As metas preconizadas pela Organização Mundial de Saúde (OMS) são de identificação de 70% dos casos de tuberculose, 85% de cura e menos de 5% de abandono, sendo que pelo menos 70% dos contatos dos casos positivos sejam examinados. Por ser a principal causa de morte em HIV, é definido que se ofereça a testagem para HIV em 100% dos pacientes com tuberculose.Com o abandono do tratamento, esta transmissão se perpetua. Cada paciente com tuberculose pulmonar, infecta outras 10-15 pessoas de seu convívio, sendo que destas, em torno de 10% desenvolvem a doença.

A tuberculose dificulta o diagnóstico de covid-19?
Sim. Os sintomas podem ser os mesmos (febre e tosse) com o período diferente. Para suspeita de tuberculose, os sintomas devem estar presentes há mais de 3 semanas, exceto para população privada de liberdade e população em situação de rua, que pelo risco maior de adoecimento, a presença destes sintomas independe do tempo. Para casos de covid-19, os sintomas estão presentes até 7 dias, em média. Os médicos devem sempre pensar nas duas doenças e fazer o diagnóstico diferencial para ambas.
Com a pandemia de covid-19, muitos pacientes estão abandonado o tratamento por receio de infectar-se com o vírus nas unidades e não buscam o medicamento para seguimento do tratamento.

É fundamental que se faça busca ativa dos pacientes faltosos.

A covid-19 é um dificultador para tratamento da tuberculose?

Não para o tratamento, a dificuldade está em sair para consultar e buscar medicamento em unidades assistenciais que atendem covid.

Qual a importância da comunicação para informar sobre a tuberculose?
É preciso mais campanhas de conscientização da população sobre os sintomas da doença e importância do tratamento.
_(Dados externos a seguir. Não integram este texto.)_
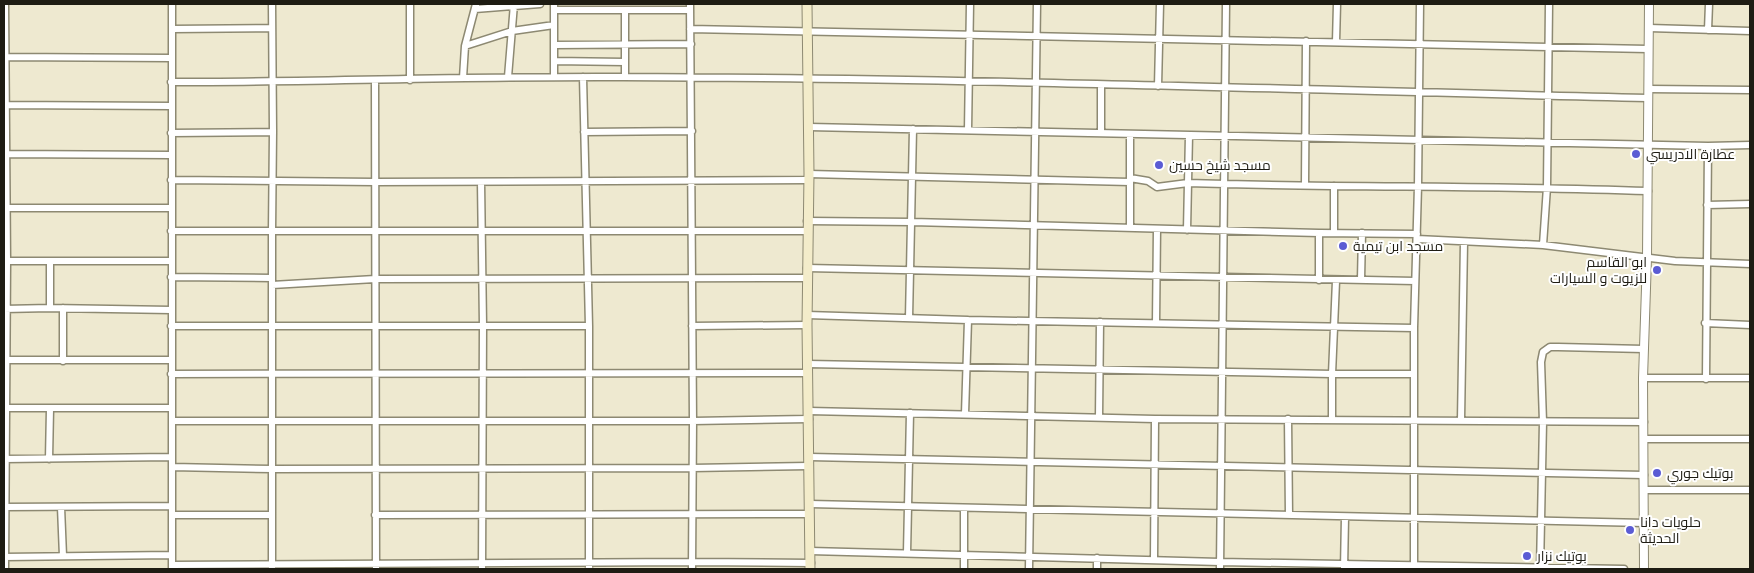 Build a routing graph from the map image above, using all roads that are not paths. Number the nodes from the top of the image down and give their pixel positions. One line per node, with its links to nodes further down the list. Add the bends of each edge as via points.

Infelizmente é uma doença negligenciada, em que as pessoas se sentem estigmatizadas. O Brasil ocupa a 20ª posição no mundo em incidência da doença, com melhora dos indicadores nos últimos anos.

Qual mensagem passaria para os profissionais de saúde?
É importante ressaltar a necessidade de busca ativa de pacientes faltosos, avaliar os contatos dos casos positivos e identificar os sintomáticos respiratórios. Não há falta de exames para diagnóstico nem medicação para tratamento. Recentemente foi publicada nova versão do Manual de Normas para Tuberculose, que foi disponibilizado para todos os municípios, assim como as notas técnicas de orientação aos profissionais de saúde.

Qual mensagem passaria para a população?
Ninguém está livre de adoecer com tuberculose. Não depende de nível socioeconômico ou cultura e é preciso persistência no tratamento mesmo após melhora dos sintomas. Você não está curado antes de completar 6 meses de tratamento.